ABOUT THIS EXERCISE: Set out each line from the following listing that includes the word "Joseph".

DATA FOR THIS TASK:
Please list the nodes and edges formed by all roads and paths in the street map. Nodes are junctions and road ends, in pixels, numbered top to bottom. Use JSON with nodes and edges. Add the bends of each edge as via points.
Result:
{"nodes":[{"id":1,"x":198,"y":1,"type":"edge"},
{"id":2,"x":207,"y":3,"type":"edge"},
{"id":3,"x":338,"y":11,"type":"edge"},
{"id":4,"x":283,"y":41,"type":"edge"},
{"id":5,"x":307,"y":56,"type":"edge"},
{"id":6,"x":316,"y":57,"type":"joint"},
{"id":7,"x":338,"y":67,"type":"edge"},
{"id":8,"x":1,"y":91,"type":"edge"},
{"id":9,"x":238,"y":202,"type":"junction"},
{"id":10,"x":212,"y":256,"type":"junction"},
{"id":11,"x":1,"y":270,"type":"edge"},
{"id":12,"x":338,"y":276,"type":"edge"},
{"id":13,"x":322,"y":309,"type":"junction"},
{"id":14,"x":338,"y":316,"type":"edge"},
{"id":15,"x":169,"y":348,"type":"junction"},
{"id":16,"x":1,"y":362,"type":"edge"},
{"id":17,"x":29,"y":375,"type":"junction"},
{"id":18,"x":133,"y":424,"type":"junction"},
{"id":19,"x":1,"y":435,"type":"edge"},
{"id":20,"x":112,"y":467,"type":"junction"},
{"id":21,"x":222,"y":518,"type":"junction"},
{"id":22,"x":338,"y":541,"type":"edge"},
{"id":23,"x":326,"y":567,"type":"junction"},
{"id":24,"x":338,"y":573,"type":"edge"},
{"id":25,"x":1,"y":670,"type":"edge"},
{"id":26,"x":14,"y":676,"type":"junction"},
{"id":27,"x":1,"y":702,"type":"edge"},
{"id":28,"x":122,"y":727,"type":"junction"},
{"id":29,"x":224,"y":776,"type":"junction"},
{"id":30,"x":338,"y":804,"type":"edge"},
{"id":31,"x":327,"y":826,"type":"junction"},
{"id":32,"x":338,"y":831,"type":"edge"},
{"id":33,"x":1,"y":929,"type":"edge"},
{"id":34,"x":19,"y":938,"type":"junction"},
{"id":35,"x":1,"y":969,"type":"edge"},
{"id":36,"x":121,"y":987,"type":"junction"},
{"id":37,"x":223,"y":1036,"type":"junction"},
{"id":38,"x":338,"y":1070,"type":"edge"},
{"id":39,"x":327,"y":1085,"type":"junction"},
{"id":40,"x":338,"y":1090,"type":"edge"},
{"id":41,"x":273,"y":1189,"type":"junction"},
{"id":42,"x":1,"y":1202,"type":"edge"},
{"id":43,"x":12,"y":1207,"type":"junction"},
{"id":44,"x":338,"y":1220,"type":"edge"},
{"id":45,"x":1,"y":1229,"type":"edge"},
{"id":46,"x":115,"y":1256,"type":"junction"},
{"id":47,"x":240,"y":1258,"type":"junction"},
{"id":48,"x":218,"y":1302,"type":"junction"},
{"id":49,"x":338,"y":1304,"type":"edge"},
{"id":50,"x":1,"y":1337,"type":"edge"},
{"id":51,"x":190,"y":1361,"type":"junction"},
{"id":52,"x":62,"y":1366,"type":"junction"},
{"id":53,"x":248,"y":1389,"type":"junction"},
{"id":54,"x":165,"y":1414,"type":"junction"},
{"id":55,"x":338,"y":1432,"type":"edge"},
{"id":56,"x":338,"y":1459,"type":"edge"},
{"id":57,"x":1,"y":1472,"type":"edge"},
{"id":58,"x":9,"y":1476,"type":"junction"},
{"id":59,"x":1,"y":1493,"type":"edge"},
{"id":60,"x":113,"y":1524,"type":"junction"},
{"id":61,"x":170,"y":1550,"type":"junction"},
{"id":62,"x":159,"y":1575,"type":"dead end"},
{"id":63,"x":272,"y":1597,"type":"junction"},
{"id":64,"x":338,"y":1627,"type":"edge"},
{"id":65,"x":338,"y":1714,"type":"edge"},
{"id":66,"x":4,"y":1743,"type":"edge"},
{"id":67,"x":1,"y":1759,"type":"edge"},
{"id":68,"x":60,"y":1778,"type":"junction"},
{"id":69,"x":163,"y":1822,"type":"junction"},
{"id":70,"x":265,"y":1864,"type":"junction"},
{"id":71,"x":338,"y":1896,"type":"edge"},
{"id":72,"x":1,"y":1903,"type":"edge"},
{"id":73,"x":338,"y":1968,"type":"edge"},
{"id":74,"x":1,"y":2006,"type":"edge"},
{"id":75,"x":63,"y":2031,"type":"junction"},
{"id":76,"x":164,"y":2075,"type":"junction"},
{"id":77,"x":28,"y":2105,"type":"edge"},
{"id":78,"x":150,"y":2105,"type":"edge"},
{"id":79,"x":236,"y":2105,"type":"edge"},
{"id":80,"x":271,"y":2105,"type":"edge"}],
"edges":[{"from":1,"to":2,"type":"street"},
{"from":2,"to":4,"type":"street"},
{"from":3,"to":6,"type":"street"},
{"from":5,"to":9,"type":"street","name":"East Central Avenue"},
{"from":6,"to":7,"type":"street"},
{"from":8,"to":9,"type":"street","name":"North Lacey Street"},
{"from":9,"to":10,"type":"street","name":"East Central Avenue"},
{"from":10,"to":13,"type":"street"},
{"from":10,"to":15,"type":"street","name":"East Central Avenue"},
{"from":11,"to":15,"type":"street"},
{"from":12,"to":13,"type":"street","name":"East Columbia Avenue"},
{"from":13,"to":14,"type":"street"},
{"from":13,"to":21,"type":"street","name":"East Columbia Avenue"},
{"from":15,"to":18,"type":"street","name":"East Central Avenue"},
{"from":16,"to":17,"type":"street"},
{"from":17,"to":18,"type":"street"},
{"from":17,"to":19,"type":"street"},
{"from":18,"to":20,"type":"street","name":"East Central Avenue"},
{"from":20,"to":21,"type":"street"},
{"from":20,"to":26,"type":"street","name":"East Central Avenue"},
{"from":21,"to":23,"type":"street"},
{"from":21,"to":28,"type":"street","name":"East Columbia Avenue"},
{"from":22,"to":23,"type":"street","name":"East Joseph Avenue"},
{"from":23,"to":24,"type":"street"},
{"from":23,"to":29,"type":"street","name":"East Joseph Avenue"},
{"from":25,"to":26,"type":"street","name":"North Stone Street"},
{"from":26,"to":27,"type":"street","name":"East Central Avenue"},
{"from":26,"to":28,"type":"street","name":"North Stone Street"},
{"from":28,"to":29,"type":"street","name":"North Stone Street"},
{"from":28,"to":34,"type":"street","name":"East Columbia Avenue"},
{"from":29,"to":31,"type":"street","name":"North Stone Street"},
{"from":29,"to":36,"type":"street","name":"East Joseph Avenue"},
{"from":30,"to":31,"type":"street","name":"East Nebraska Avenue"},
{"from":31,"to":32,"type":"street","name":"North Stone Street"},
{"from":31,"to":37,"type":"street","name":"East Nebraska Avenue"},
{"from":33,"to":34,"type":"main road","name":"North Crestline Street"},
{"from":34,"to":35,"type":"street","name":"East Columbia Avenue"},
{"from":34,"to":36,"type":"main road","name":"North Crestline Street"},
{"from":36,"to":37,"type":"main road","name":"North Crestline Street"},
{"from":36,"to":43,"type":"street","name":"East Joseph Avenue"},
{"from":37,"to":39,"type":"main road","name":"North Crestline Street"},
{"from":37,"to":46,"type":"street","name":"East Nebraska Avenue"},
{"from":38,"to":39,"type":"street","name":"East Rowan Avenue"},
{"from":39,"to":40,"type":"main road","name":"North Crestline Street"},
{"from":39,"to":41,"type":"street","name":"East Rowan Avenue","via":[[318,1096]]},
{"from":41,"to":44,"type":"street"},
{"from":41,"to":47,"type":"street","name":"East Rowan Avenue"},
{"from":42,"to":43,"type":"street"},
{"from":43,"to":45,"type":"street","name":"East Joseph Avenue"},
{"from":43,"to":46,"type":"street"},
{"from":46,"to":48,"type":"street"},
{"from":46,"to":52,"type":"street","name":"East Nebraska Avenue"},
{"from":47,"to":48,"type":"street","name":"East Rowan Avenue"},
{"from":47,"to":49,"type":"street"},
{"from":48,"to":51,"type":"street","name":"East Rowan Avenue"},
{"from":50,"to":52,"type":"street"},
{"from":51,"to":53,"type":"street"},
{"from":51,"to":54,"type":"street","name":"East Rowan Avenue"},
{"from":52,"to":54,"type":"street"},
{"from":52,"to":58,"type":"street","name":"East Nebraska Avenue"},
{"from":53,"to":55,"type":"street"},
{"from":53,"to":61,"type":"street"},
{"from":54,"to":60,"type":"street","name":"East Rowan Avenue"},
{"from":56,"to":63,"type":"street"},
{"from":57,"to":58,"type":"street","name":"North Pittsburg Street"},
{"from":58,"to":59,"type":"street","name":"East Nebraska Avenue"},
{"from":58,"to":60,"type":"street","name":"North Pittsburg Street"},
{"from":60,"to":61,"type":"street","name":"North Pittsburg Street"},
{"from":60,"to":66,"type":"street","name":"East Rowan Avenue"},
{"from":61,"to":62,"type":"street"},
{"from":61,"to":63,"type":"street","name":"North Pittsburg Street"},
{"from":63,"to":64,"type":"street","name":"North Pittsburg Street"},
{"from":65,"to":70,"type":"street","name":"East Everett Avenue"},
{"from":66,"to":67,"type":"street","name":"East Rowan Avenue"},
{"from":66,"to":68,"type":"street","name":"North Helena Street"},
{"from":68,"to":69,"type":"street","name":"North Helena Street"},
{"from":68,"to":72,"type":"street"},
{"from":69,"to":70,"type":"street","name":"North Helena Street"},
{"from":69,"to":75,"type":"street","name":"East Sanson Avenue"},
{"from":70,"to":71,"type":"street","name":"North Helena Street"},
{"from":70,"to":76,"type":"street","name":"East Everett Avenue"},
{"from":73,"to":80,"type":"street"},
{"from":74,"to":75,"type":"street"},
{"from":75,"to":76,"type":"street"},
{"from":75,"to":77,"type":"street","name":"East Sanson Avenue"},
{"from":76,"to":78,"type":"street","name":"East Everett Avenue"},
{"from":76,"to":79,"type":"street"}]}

ANSWER AREA:
{"from":22,"to":23,"type":"street","name":"East Joseph Avenue"},
{"from":23,"to":29,"type":"street","name":"East Joseph Avenue"},
{"from":29,"to":36,"type":"street","name":"East Joseph Avenue"},
{"from":36,"to":43,"type":"street","name":"East Joseph Avenue"},
{"from":43,"to":45,"type":"street","name":"East Joseph Avenue"},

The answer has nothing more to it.